-- Data for the task follows --

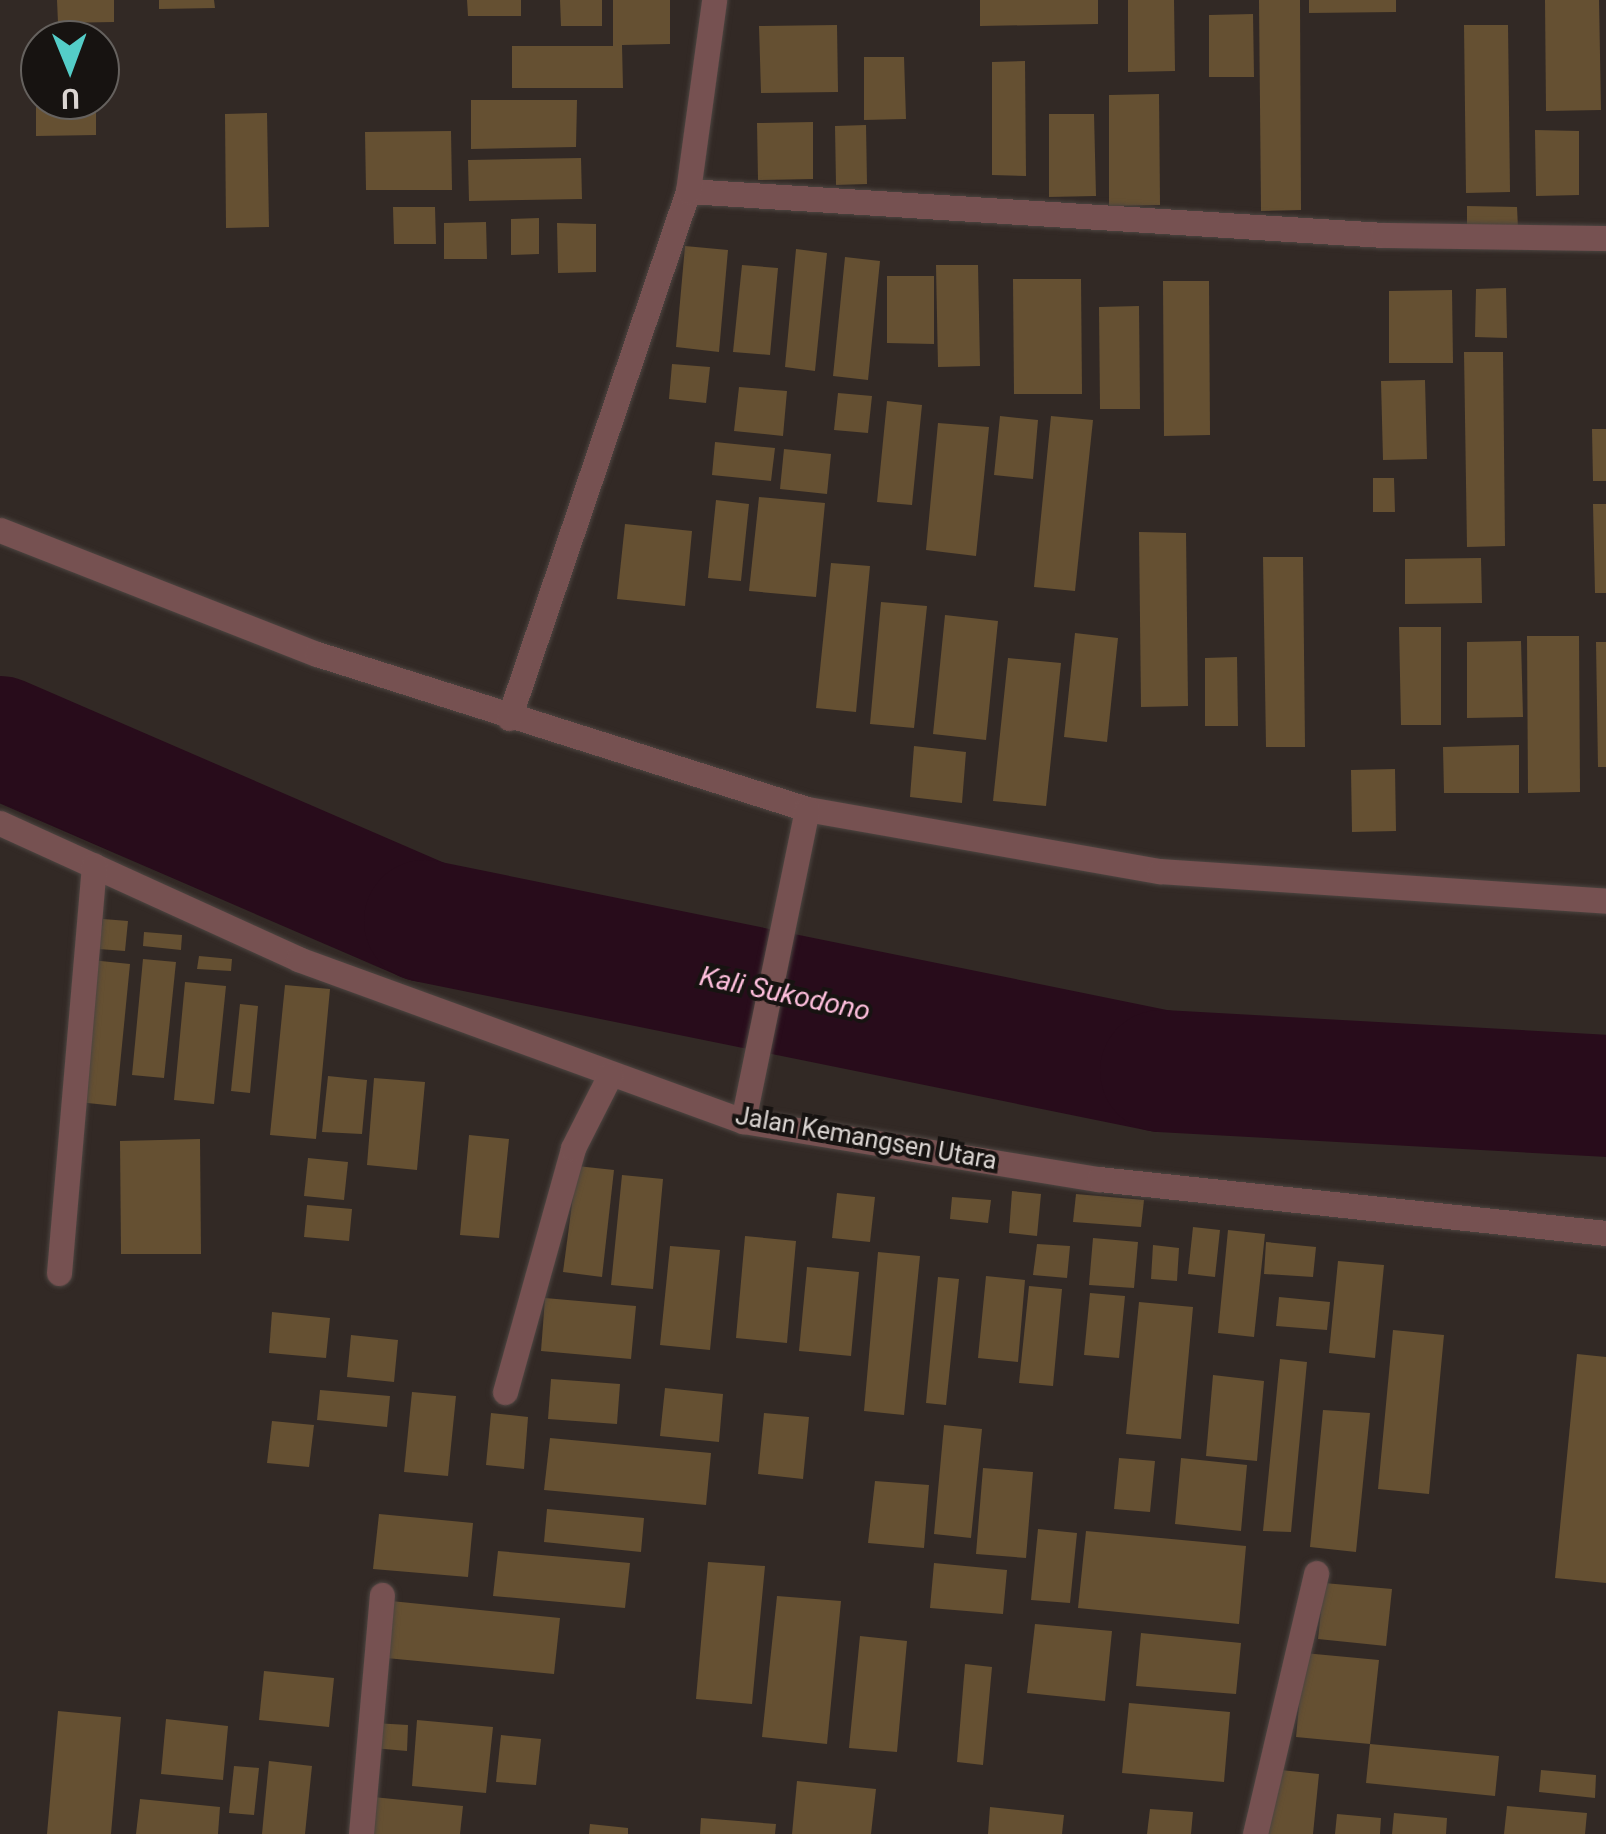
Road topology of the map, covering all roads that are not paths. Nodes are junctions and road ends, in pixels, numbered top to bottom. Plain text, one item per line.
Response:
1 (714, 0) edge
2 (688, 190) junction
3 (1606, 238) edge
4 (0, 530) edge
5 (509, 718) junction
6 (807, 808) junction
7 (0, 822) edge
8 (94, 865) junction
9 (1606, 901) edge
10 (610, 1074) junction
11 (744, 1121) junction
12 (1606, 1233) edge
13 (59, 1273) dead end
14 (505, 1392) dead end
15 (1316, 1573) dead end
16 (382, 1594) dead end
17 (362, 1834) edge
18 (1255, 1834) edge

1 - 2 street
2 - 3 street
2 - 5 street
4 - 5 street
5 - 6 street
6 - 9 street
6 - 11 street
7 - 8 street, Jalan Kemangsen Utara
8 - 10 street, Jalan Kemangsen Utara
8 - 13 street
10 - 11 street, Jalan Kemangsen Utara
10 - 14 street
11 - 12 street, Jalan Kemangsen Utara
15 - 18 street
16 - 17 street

-- Data for the task concluded --
-- Data for the task follows --

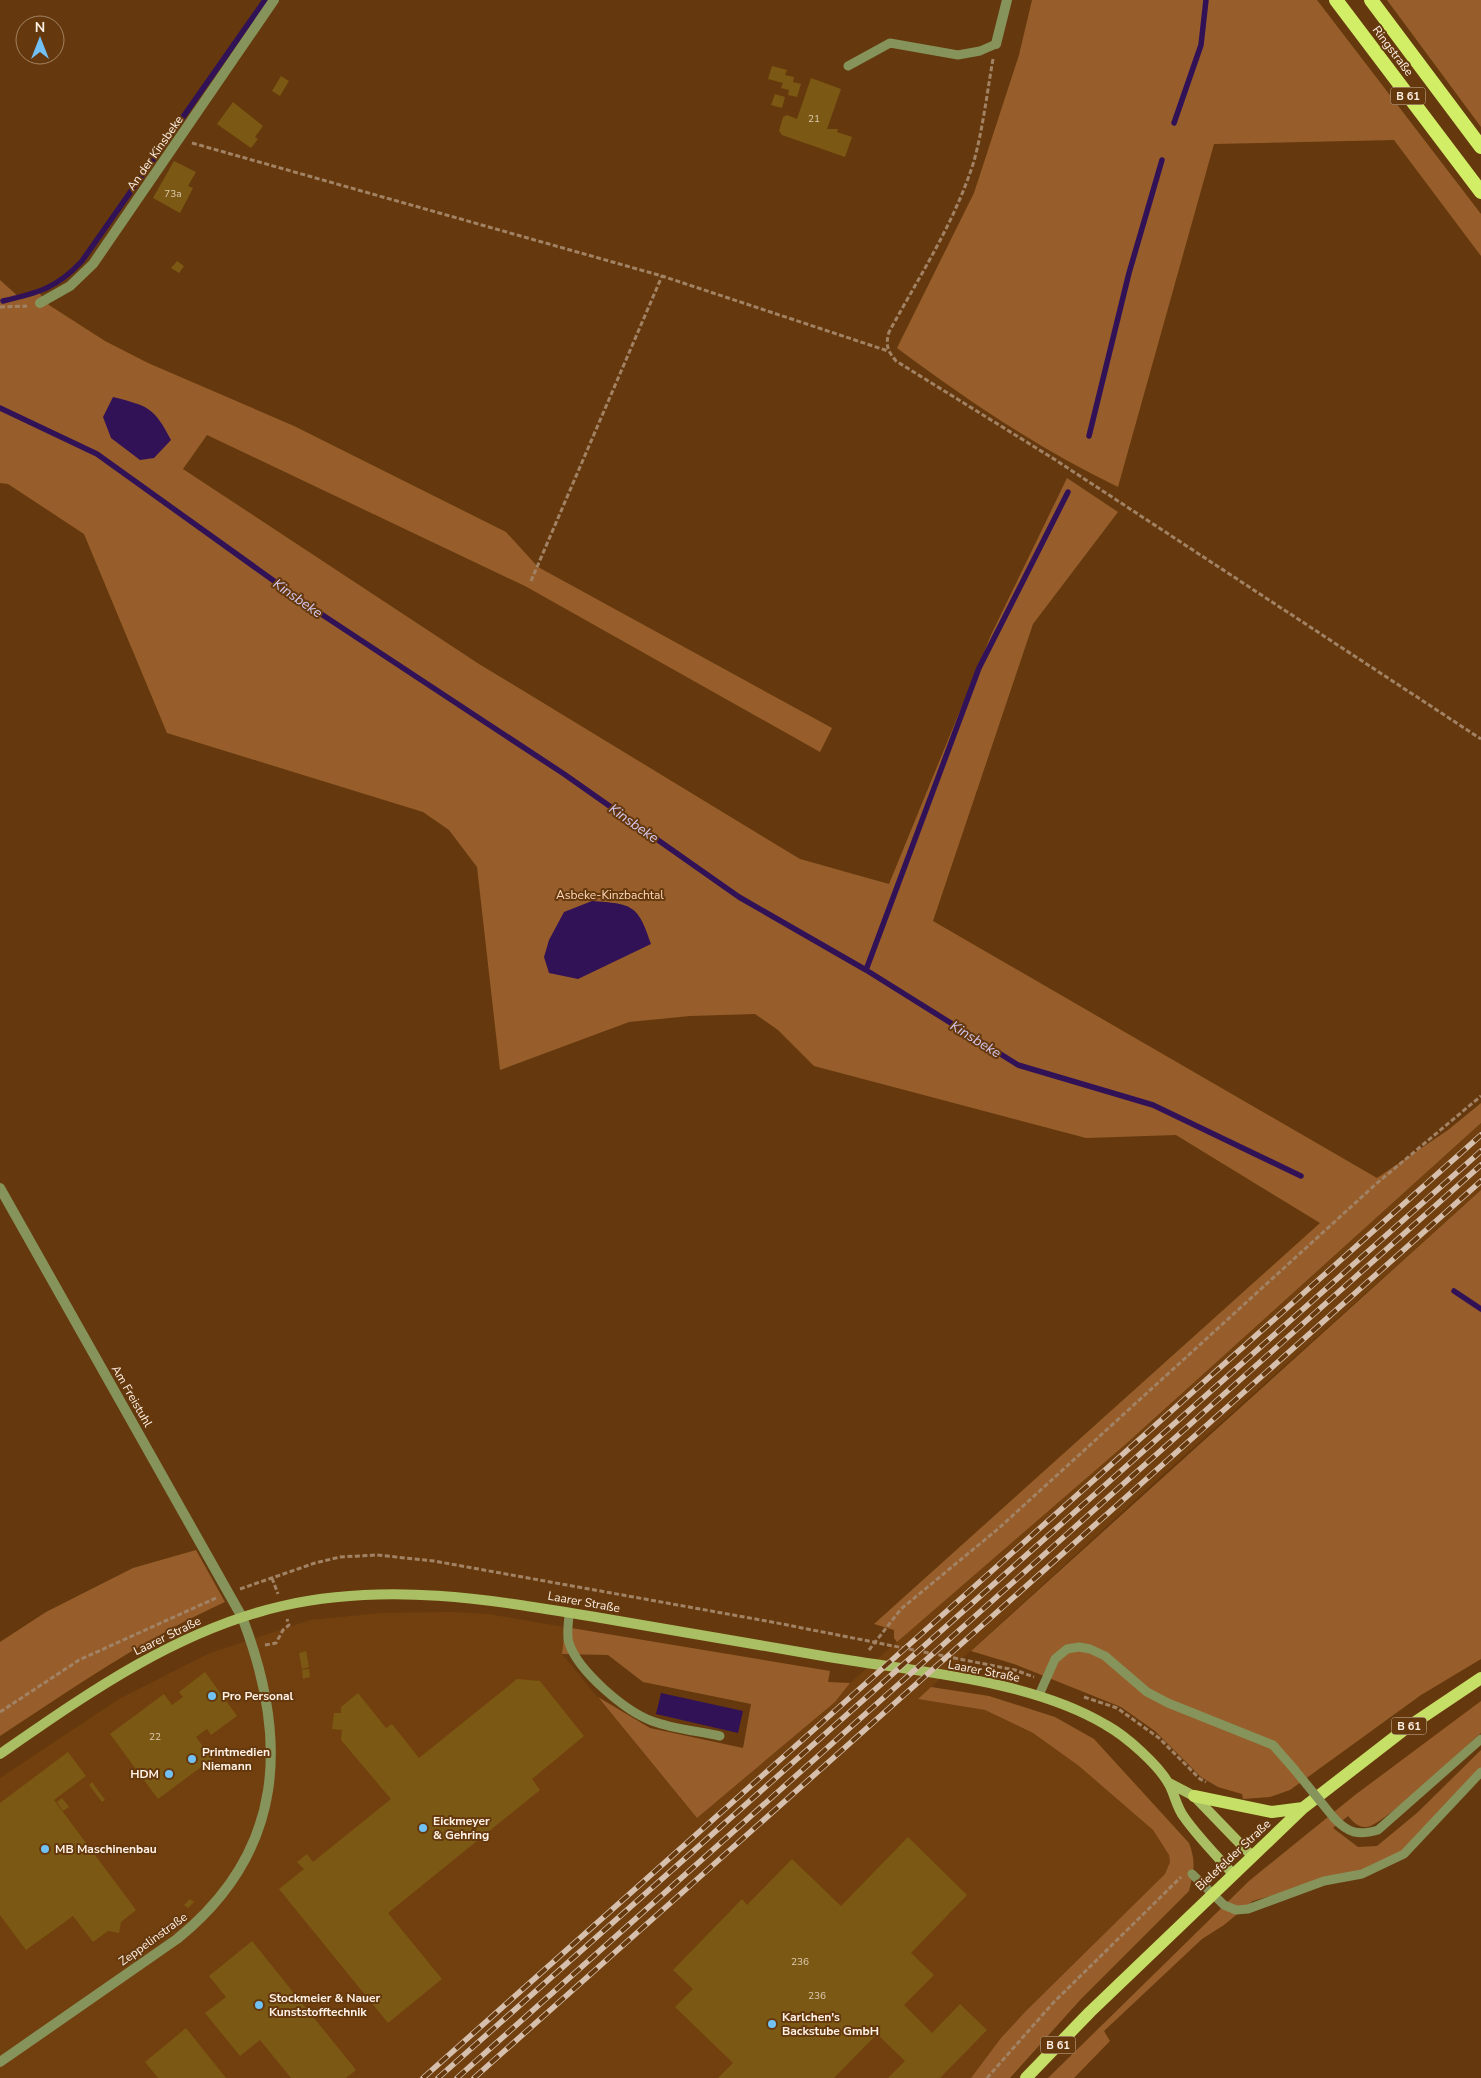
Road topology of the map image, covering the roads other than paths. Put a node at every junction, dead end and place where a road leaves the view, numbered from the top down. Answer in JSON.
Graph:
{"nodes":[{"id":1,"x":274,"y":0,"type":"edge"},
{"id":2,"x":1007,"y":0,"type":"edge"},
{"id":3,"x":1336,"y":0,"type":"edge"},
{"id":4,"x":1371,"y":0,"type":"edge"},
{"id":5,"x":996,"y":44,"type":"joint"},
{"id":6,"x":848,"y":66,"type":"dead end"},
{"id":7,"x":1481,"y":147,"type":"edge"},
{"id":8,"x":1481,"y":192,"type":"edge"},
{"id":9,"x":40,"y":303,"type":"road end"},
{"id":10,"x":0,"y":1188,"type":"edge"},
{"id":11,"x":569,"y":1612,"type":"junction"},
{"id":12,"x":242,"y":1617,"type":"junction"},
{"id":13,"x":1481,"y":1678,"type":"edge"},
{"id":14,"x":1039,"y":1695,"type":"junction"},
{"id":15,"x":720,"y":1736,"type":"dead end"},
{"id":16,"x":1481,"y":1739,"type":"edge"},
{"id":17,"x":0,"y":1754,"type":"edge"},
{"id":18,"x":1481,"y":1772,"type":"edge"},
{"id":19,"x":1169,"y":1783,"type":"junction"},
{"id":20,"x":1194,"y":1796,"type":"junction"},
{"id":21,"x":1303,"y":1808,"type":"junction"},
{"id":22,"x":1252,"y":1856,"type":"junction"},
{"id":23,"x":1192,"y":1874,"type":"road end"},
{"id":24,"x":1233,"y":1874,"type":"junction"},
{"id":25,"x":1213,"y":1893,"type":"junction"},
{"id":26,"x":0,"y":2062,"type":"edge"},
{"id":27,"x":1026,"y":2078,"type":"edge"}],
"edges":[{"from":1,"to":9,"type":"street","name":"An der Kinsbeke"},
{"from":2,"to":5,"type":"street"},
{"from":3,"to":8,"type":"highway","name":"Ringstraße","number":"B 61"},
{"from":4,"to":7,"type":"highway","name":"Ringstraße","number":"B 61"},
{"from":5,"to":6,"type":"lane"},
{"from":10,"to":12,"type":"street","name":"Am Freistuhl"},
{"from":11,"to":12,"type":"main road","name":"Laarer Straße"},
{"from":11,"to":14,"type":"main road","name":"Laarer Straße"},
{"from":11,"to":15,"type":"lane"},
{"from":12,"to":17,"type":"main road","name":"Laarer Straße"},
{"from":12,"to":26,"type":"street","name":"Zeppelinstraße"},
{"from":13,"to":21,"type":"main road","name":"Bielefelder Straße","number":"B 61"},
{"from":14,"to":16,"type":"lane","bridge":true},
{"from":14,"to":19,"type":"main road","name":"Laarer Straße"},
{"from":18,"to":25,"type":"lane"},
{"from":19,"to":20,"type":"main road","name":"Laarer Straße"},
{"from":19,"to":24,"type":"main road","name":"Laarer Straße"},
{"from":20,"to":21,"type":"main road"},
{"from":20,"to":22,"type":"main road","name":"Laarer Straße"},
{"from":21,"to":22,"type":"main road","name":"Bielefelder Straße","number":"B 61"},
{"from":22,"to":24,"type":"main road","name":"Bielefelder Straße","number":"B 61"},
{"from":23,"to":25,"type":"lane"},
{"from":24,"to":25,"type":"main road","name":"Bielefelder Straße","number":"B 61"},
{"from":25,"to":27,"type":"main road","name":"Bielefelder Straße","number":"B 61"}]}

-- Data for the task concluded --

▶ **Directions**:
Track down all lines above with the string "roads" and copy them.

▶ **Solution**:
Road topology of the map, covering all roads that are not paths. Nodes are junctions and road ends, in pixels, numbered top to bottom. Plain text, one item per line.
Road topology of the map image, covering the roads other than paths. Put a node at every junction, dead end and place where a road leaves the view, numbered from the top down. Answer in JSON.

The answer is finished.